The present study investigated the potential of new ensemble method, Bayesian model averaging (BMA), in modeling monthly solar radiation based on climatic data. Data records covered monthly maximum temperature (Tmax), minimum temperature (Tmin), sunshine hours (Hs), wind speed (Ws), relative humidity (RH), and solar radiation values obtained from two weather stations of Turkey. The BMA estimates were compared with the artificial neural networks (ANN), extreme learning machines (ELM), radial basis function (RBF), and their hybrid versions with wavelet transform technique (wavelet-ANN or WANN, wavelet-ELM or WELM, and wavelet-RBF or WRBF).
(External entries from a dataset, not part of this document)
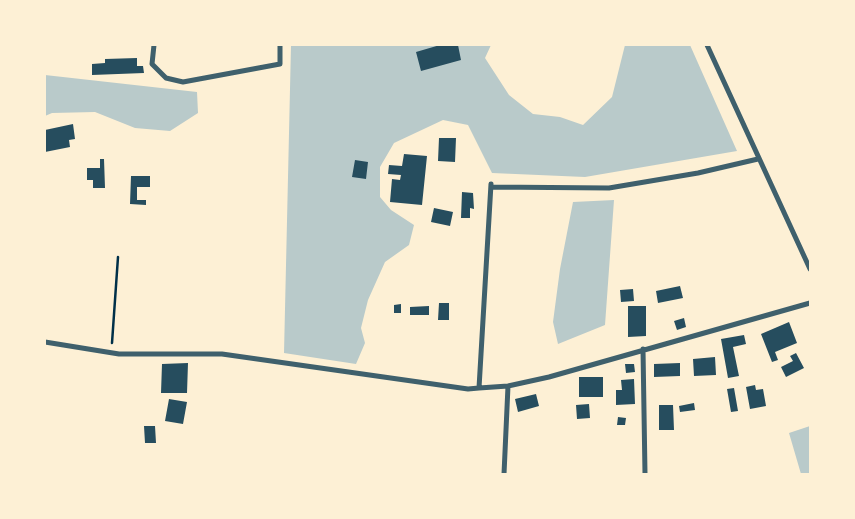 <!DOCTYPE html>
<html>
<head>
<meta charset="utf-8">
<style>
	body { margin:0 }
	#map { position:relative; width:855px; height:519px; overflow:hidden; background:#fdf0d5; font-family:Cabin,sans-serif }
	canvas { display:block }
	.frame { position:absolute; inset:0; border:46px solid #fdf0d5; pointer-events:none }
</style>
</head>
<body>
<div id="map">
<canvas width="855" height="519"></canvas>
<div class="frame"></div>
</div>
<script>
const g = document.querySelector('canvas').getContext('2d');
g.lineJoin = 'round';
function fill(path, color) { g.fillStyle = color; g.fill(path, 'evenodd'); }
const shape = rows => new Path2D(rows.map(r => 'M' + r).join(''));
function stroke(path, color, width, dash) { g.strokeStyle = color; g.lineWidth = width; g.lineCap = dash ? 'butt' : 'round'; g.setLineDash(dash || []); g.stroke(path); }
fill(shape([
	[291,45,491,45,485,58,509,95,533,114,560,117,583,125,612,97,625,45,690,45,737,151,585,177,492,173,468,125,443,120,394,143,380,167,380,197,391,210,414,225,409,245,385,262,368,300,361,328,365,343,356,364,284,353],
	[45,75,197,92,198,113,170,131,135,128,95,112,52,113,45,116],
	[614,200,605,325,558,344,553,322,560,269,573,202],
	[810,426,810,474,801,474,789,433]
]), '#b9caca');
fill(shape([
	[440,45,458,45,461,60,421,71,416,52],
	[137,58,137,66,143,66,144,73,92,75,92,64,105,63,105,59],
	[73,124,75,139,69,140,70,147,45,152,45,130],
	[439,138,456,138,455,162,438,161],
	[404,154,427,156,422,205,390,202,392,179,400,180,401,175,388,174,389,165,402,166],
	[100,159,104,159,105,188,93,188,93,180,87,180,87,168,100,168],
	[355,160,368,162,366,179,352,177],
	[131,176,150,176,150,187,137,187,137,200,146,200,146,205,130,204],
	[462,192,473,193,474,209,470,208,470,218,461,218],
	[434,208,453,212,450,226,431,222],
	[680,286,683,298,658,303,656,291],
	[633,289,634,301,621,302,620,290],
	[439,303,449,303,449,320,438,320],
	[401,304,401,313,394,313,394,305],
	[429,306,429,315,410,315,410,307],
	[628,306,646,306,646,336,628,337],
	[684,318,686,327,677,330,674,321],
	[789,322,797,343,775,352,778,360,772,362,761,334],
	[744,335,746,344,733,347,739,376,728,378,721,339],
	[796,353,804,368,786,377,781,367,793,361,790,356],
	[715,357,716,375,694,376,693,359],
	[188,363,187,393,161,393,162,364],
	[680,363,680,376,654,377,654,364],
	[625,364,634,364,635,372,626,373],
	[579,377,603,377,603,397,579,397],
	[634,379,635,404,616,405,616,390,622,390,621,380],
	[755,385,756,390,763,389,766,406,750,409,746,387],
	[734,388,738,411,731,412,727,389],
	[536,394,539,406,518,412,515,399],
	[169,399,187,402,183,424,165,421],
	[694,403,695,410,680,412,679,406],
	[589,404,590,418,577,419,576,405],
	[659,405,673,405,674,430,659,430],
	[618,417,626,418,625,425,617,425],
	[144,426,155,426,156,443,145,443]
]), '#264d5e');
stroke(shape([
	[112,343,118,257]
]), '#003049', 2.5);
stroke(shape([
	[154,45,152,64,166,78,183,82,280,64,280,45],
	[707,45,810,269],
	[491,187,609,188,698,173,758,159],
	[45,342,119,354,222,354,468,389,479,388,508,386,549,377,810,303],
	[643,349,645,474],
	[479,388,491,184],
	[504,474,508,386]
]), '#3f606c', 5);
</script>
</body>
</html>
Three evaluation criteria e.g., root mean square error (RMSE), Nash–Sutcliffe efficiency, and determination coefficient (R2), were applied to measure the accuracy of the employed methods. The results indicated the superior accuracy of the BMA4 models over six machine learning models for estimating monthly solar radiation; improvements in accuracy of ANN4, ELM4, RBF4, WANN4, WELM4, and WRBF4 models comprising Tmax, Tmin, Hs, Ws and RH input variables were about 56–41%, 44–31%, 57–46%, 35–26%, 27–16%, and 43–28% in terms of RMSE reduction in both stations. While the hybrid models (i.e., WANN4, WELM4, and WRBF4) increased the accuracy of the single models about 31–21%, 23–18%, and 26–25% for ANN4, ELM4, and RBF4, respectively.